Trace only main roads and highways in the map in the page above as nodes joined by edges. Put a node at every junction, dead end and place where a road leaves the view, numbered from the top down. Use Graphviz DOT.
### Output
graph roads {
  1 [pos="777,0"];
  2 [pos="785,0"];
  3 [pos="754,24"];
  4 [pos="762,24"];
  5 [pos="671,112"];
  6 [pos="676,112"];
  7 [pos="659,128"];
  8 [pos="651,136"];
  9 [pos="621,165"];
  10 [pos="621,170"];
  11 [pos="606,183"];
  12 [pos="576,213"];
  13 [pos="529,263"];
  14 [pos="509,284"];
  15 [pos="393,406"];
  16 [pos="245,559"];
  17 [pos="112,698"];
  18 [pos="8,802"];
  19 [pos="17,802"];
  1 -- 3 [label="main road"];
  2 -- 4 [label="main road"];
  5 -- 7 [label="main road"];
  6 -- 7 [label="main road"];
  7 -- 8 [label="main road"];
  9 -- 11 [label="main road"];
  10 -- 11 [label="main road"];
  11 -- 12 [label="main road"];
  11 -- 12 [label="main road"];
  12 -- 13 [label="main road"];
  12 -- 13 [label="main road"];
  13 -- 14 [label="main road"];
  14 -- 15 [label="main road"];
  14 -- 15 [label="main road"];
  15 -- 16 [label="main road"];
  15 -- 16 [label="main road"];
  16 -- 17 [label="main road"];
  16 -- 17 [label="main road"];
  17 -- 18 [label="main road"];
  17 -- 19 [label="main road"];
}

→ **TASK DETAILS**: Repeat all the records. Match each line exactly.

→ **ANSWER AREA**:
Trace only main roads and highways in the map in the page above as nodes joined by edges. Put a node at every junction, dead end and place where a road leaves the view, numbered from the top down. Use Graphviz DOT.
### Output
graph roads {
  1 [pos="777,0"];
  2 [pos="785,0"];
  3 [pos="754,24"];
  4 [pos="762,24"];
  5 [pos="671,112"];
  6 [pos="676,112"];
  7 [pos="659,128"];
  8 [pos="651,136"];
  9 [pos="621,165"];
  10 [pos="621,170"];
  11 [pos="606,183"];
  12 [pos="576,213"];
  13 [pos="529,263"];
  14 [pos="509,284"];
  15 [pos="393,406"];
  16 [pos="245,559"];
  17 [pos="112,698"];
  18 [pos="8,802"];
  19 [pos="17,802"];
  1 -- 3 [label="main road"];
  2 -- 4 [label="main road"];
  5 -- 7 [label="main road"];
  6 -- 7 [label="main road"];
  7 -- 8 [label="main road"];
  9 -- 11 [label="main road"];
  10 -- 11 [label="main road"];
  11 -- 12 [label="main road"];
  11 -- 12 [label="main road"];
  12 -- 13 [label="main road"];
  12 -- 13 [label="main road"];
  13 -- 14 [label="main road"];
  14 -- 15 [label="main road"];
  14 -- 15 [label="main road"];
  15 -- 16 [label="main road"];
  15 -- 16 [label="main road"];
  16 -- 17 [label="main road"];
  16 -- 17 [label="main road"];
  17 -- 18 [label="main road"];
  17 -- 19 [label="main road"];
}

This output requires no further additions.